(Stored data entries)
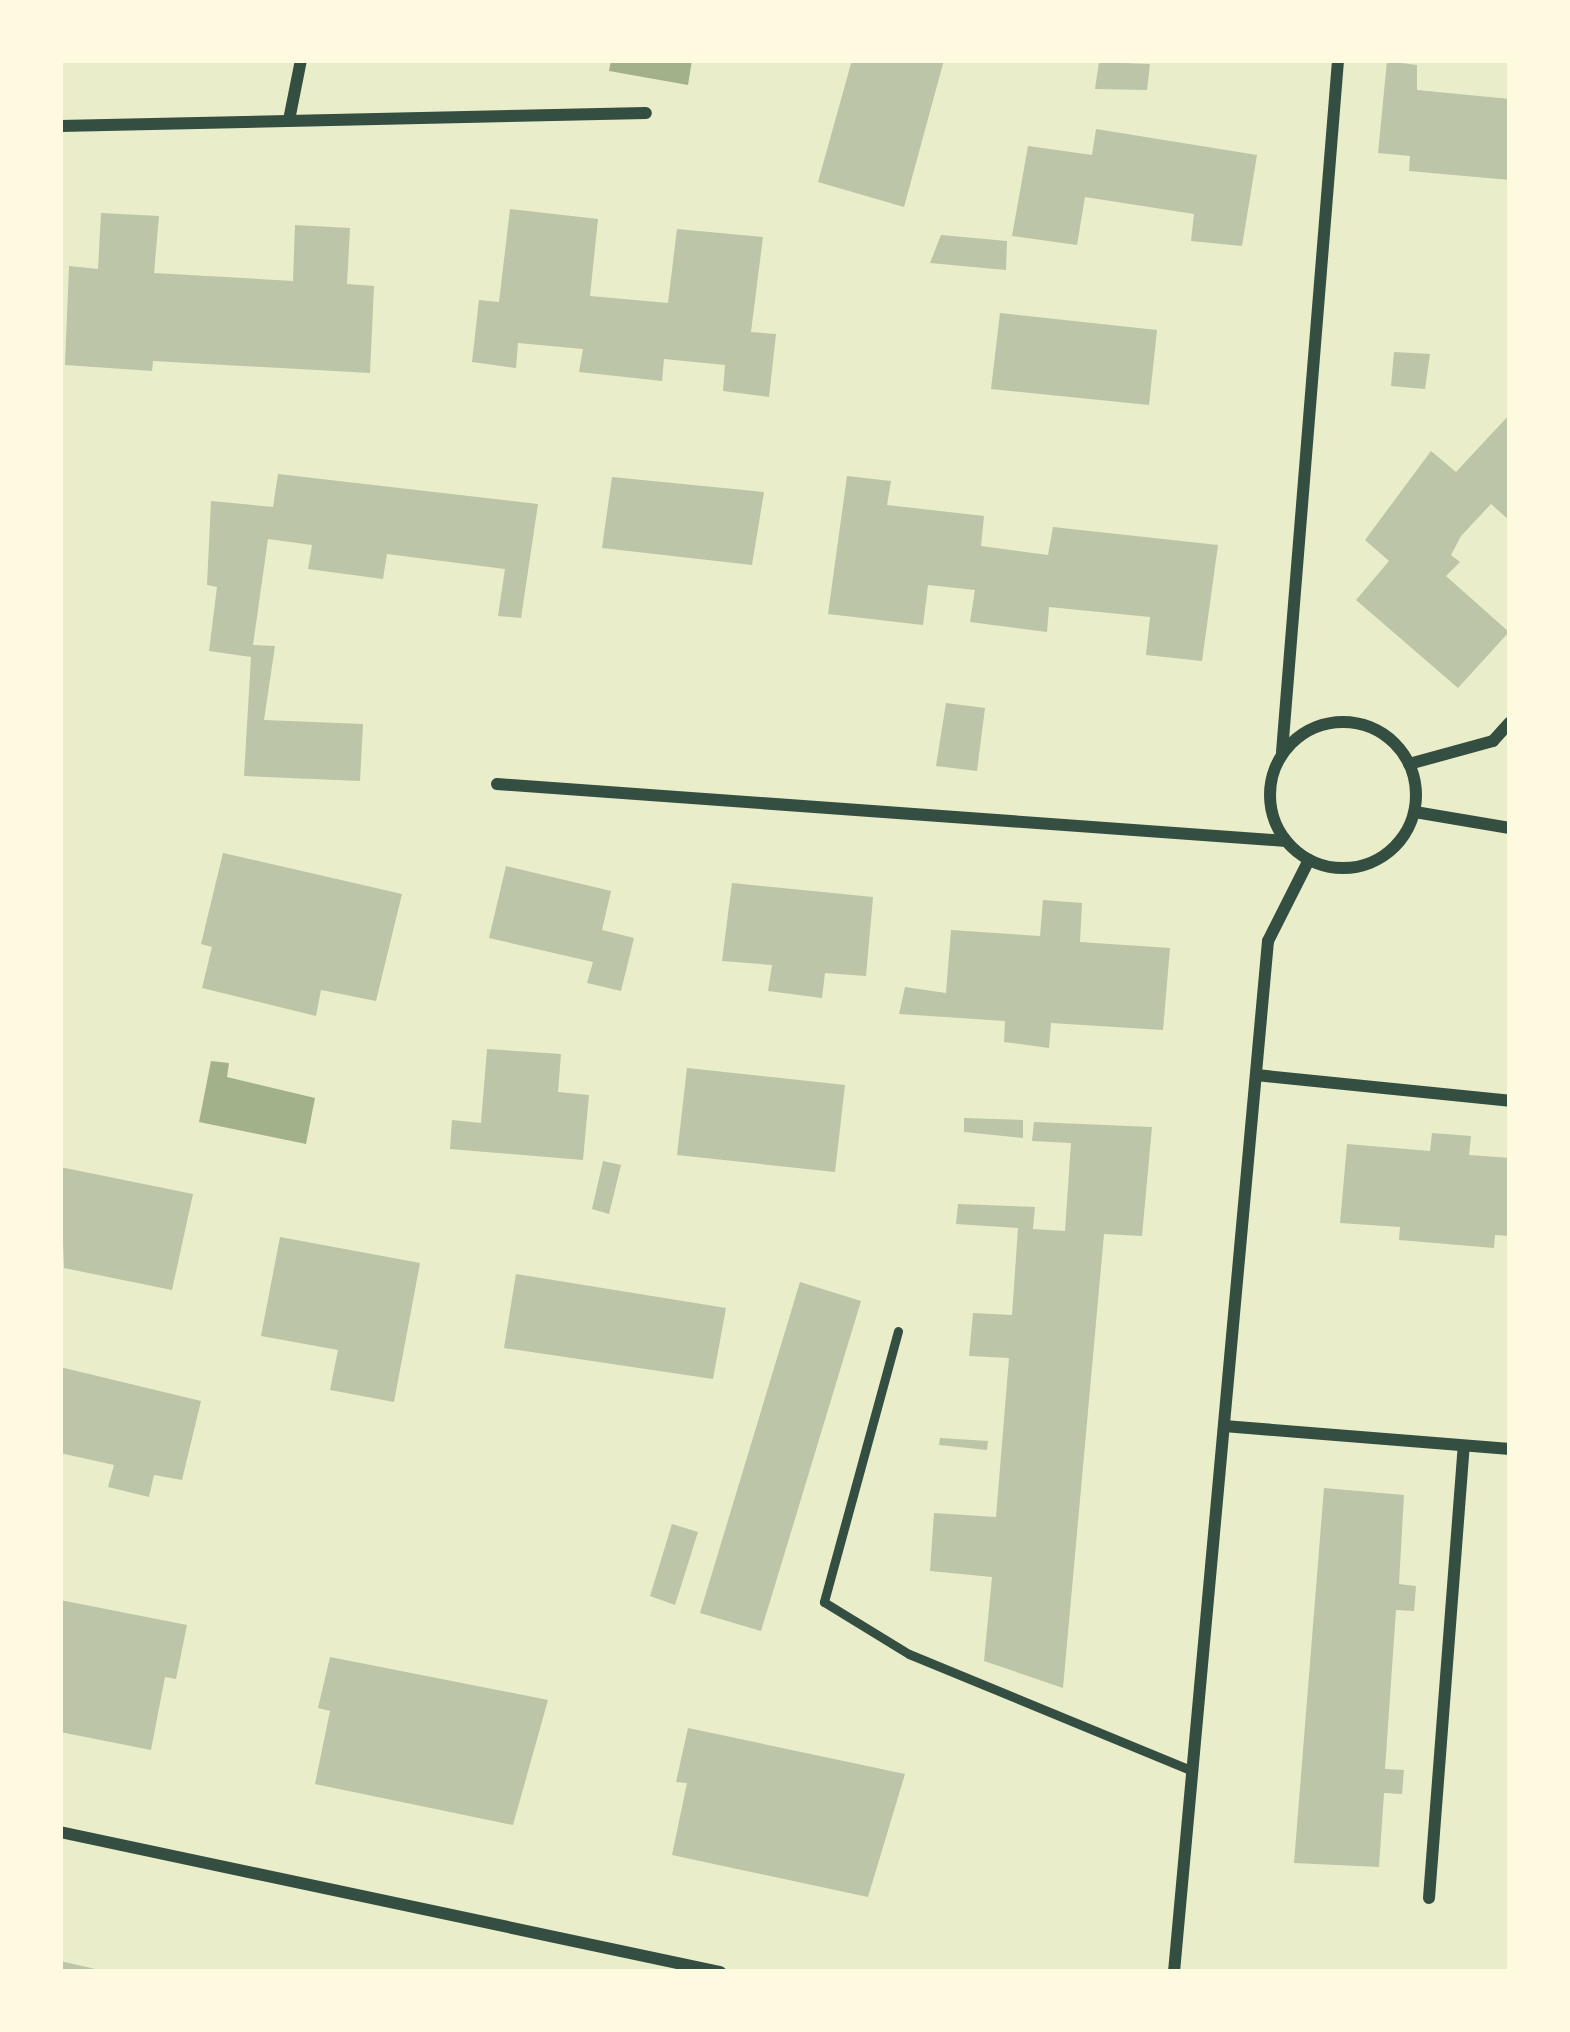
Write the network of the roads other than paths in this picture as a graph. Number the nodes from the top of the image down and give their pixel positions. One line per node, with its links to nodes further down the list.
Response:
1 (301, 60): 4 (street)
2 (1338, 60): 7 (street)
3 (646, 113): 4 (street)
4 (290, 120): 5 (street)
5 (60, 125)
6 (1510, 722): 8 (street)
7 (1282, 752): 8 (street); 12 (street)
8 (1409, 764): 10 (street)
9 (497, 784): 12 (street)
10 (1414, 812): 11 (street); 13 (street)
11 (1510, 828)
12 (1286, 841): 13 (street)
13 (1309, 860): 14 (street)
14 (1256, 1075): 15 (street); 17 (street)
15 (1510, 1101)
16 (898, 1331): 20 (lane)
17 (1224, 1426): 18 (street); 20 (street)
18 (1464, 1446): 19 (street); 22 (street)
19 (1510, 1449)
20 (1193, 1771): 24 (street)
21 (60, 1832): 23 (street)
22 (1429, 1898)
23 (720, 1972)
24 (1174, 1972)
==
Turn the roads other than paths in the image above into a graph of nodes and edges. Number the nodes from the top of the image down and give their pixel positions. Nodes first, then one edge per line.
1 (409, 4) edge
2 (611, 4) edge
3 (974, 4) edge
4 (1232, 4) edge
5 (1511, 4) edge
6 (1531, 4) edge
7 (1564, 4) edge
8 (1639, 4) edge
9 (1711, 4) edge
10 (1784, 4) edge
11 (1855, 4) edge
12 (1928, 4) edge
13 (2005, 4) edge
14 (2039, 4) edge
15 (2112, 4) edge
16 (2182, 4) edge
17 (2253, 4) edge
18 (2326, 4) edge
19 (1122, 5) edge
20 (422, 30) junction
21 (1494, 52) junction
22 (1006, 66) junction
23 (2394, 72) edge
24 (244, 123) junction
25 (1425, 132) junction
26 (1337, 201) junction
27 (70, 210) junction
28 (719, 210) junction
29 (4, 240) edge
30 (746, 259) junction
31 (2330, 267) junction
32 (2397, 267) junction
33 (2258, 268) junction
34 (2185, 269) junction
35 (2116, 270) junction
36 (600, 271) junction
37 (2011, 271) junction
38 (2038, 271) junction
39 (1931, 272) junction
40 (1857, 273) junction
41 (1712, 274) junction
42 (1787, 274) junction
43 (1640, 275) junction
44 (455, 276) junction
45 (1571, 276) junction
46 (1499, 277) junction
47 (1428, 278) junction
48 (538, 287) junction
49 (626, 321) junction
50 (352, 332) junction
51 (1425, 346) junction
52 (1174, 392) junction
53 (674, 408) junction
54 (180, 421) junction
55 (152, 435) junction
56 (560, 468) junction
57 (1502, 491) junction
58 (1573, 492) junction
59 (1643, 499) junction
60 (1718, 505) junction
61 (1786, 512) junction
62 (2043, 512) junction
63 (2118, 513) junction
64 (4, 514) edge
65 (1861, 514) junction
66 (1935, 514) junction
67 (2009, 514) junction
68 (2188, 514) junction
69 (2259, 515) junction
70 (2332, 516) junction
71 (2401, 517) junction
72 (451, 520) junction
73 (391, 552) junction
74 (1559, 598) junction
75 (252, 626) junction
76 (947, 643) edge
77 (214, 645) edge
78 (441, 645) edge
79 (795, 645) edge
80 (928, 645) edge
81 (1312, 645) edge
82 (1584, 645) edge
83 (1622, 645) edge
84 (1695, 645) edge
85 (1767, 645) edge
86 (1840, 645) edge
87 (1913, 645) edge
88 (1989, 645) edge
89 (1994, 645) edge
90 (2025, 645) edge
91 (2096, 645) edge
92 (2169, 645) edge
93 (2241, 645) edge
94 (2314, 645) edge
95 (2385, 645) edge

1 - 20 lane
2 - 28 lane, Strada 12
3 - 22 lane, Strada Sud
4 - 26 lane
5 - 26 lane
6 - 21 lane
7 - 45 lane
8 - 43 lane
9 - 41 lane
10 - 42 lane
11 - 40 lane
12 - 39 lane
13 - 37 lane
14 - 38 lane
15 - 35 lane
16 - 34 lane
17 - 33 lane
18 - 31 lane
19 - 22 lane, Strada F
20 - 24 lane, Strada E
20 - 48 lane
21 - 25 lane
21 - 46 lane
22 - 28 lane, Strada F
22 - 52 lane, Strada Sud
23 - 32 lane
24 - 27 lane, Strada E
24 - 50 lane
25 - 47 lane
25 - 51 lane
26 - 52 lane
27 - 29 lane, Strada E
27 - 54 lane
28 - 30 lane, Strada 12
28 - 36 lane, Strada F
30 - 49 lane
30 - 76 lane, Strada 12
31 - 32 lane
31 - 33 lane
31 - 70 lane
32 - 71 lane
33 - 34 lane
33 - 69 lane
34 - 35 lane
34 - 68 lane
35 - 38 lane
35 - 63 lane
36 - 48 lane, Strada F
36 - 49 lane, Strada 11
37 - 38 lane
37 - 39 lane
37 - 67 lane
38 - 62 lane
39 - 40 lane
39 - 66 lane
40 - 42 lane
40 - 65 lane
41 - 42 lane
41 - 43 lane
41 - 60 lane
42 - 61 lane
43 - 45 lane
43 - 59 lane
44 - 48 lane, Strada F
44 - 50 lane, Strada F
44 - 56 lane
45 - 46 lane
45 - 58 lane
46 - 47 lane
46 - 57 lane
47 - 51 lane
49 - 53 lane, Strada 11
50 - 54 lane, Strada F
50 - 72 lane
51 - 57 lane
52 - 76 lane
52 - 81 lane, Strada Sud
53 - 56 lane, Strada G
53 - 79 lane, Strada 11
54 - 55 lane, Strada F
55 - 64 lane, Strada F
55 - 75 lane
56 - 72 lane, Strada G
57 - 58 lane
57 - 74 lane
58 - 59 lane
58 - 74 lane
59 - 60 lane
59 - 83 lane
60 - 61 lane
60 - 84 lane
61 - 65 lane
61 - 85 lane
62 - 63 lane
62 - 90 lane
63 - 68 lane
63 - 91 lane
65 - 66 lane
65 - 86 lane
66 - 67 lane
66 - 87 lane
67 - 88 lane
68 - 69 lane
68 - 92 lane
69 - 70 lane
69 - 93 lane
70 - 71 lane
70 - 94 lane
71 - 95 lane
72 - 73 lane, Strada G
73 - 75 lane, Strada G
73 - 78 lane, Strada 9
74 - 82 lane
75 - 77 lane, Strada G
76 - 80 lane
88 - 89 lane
* * *
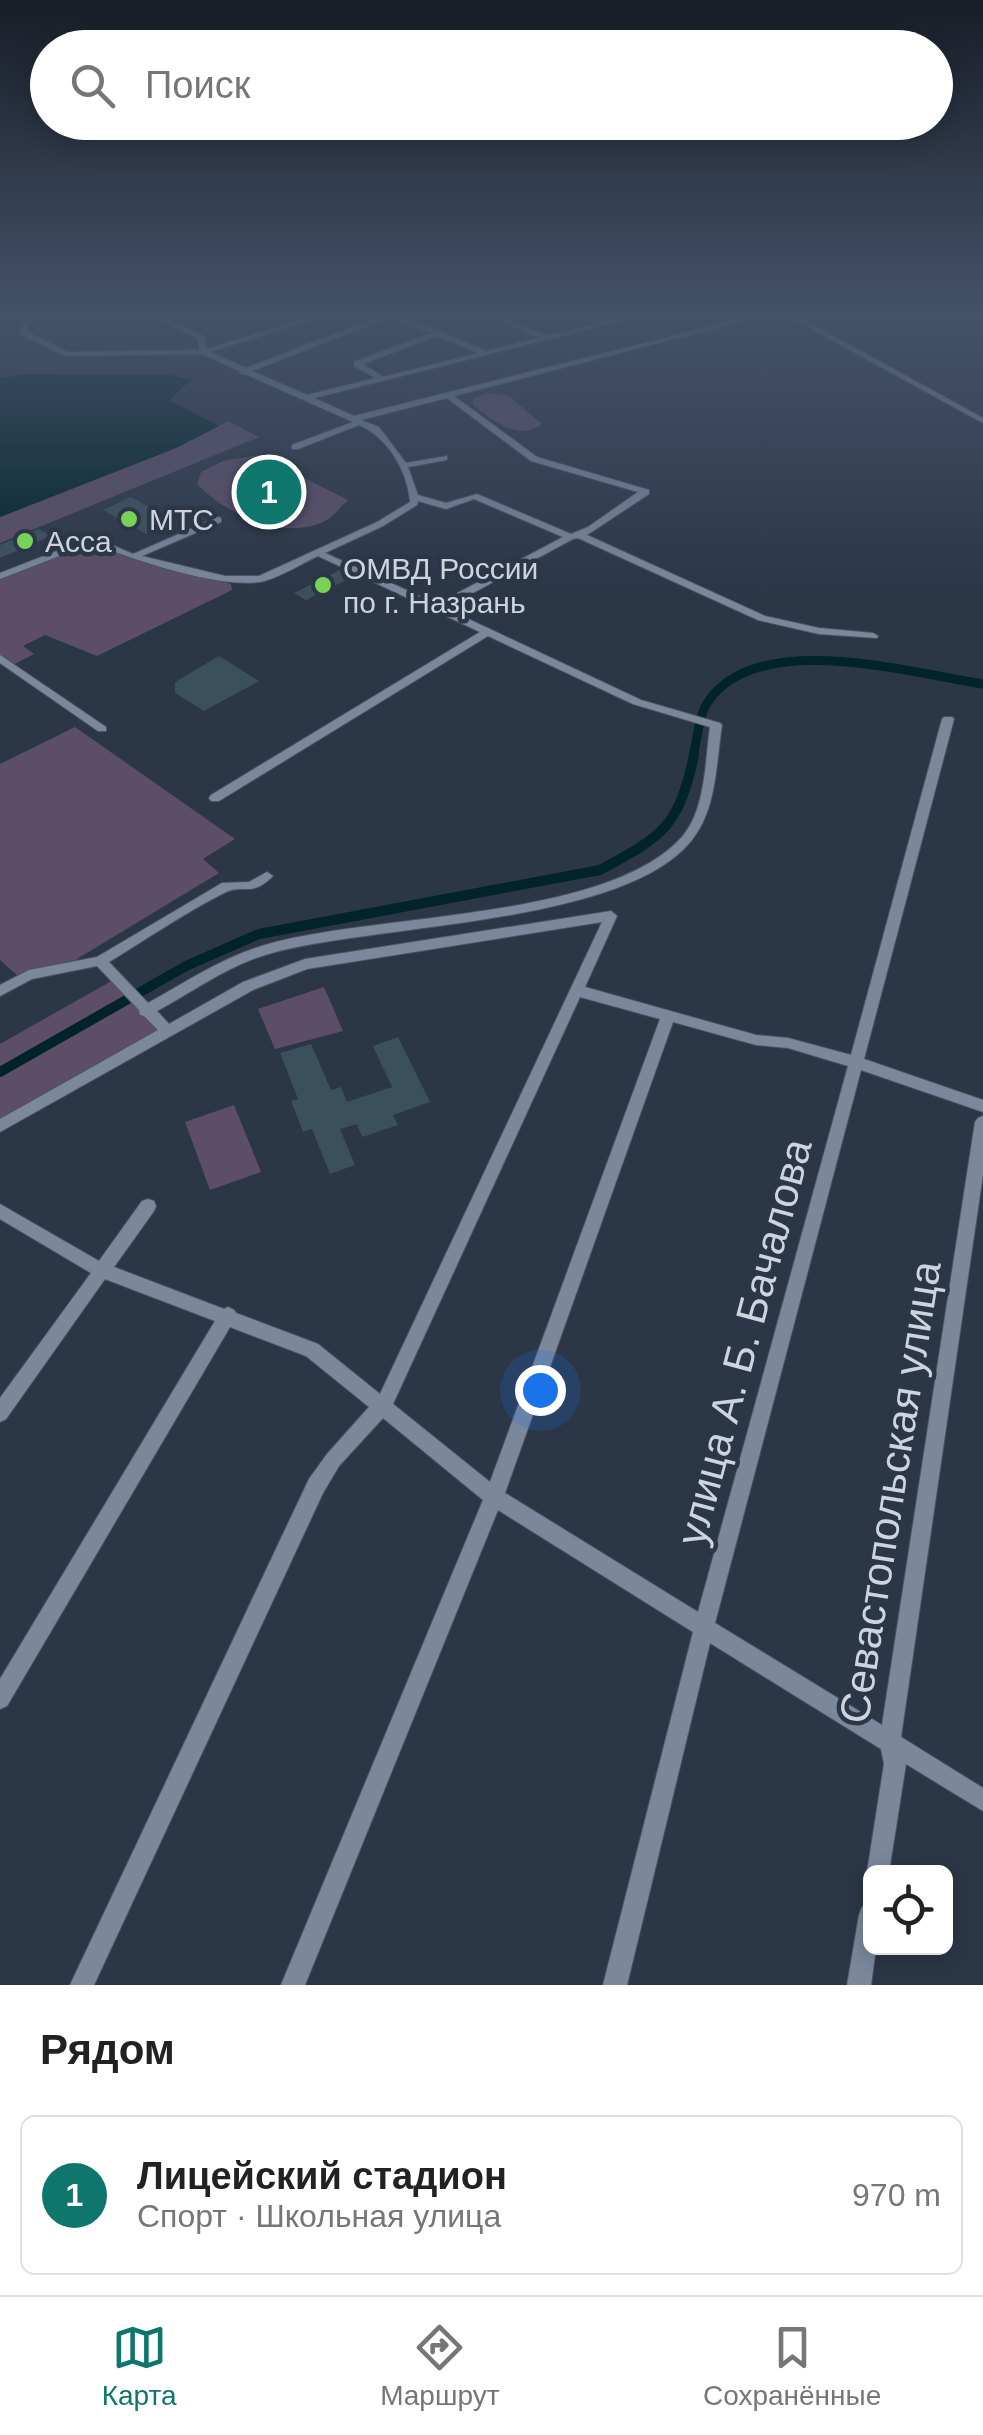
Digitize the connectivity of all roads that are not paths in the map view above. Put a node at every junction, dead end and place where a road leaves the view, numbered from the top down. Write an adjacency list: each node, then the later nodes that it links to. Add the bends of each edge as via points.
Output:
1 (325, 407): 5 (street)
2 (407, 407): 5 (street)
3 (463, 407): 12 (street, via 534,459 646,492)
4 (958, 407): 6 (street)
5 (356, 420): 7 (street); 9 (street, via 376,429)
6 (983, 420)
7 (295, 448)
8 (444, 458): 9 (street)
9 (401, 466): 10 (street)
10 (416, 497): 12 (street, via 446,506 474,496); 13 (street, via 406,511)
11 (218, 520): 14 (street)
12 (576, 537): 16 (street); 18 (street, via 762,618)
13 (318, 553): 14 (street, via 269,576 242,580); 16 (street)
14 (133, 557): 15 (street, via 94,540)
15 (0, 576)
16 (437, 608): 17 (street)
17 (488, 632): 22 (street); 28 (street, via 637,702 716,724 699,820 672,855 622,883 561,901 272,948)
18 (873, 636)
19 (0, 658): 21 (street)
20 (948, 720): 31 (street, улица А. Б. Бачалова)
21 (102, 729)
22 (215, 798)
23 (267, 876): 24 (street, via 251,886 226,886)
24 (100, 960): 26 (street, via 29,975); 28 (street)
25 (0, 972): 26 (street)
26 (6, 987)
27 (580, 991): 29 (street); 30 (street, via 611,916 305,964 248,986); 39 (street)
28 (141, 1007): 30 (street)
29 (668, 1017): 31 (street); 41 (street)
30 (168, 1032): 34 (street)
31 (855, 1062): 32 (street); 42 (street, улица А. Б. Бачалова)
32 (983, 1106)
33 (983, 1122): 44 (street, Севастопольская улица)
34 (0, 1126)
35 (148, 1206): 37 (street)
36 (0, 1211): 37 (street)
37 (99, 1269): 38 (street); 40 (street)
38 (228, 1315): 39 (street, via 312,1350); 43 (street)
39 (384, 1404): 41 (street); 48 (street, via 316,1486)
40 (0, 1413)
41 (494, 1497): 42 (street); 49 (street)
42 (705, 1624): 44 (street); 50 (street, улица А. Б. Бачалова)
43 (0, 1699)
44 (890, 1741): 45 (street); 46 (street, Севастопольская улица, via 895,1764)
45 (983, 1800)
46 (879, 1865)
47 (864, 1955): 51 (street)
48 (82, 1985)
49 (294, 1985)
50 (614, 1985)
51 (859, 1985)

Brief → From the records above, return each line where "list" occurs.

Exercise result →
Write the network of the roads other than paths in this picture as a graph. Number the nodes from the top of the image down and give their pixel positions. One line per node, with its links to nodes further down the list.
Digitize the connectivity of all roads that are not paths in the map view above. Put a node at every junction, dead end and place where a road leaves the view, numbered from the top down. Write an adjacency list: each node, then the later nodes that it links to. Add the bends of each edge as via points.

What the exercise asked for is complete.